What you have to do> Lift out, unaltered, the lines of the material below between the line holding "wrist: (280, 495)" and the line holding "thumb cmc: (246, 421)", counting both.

Available data>
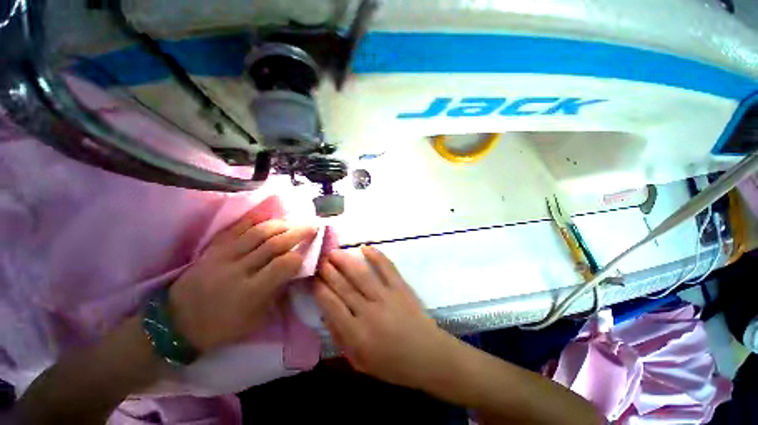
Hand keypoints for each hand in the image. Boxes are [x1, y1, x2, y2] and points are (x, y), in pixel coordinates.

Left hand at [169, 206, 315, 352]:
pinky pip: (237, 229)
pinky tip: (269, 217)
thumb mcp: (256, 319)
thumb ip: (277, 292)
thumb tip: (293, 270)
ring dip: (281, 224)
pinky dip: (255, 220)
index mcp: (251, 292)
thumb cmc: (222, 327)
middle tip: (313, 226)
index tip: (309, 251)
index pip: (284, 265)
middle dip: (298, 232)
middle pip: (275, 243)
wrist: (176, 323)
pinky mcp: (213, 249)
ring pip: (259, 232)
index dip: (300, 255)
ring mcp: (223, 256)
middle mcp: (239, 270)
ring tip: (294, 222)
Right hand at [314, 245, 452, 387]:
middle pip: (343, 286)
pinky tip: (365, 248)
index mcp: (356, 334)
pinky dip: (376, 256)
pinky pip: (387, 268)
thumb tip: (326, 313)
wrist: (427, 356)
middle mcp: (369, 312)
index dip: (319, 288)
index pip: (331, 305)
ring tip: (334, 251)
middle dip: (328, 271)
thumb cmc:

==

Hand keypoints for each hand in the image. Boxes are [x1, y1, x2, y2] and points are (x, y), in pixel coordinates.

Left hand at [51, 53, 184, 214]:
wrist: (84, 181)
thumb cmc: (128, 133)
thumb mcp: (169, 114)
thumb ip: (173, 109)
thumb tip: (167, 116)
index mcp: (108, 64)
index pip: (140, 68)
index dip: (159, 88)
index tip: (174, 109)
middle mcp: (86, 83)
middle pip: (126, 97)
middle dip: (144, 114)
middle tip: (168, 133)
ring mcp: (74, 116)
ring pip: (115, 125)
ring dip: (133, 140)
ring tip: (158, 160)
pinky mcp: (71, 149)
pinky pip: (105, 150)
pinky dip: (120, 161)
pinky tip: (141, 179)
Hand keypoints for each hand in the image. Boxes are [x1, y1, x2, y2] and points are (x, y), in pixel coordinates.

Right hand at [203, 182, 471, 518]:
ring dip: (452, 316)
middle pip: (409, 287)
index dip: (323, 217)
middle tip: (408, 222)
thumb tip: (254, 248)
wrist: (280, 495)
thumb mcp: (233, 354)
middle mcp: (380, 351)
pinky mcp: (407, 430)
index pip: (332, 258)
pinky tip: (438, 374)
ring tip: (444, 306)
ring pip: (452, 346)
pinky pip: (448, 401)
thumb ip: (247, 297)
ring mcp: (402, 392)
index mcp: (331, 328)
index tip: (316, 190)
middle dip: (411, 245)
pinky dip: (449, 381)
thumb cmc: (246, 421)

Exercise solution>
wrist: (280, 495)
thumb mcp: (233, 354)
middle mcp: (380, 351)
pinky mcp: (407, 430)
index pip: (332, 258)
pinky tip: (438, 374)
ring tip: (444, 306)
ring pip: (452, 346)
pinky pip: (448, 401)
thumb ip: (247, 297)
ring mcp: (402, 392)
index mcp: (331, 328)
index tip: (316, 190)
middle dip: (411, 245)
pinky dip: (449, 381)
thumb cmc: (246, 421)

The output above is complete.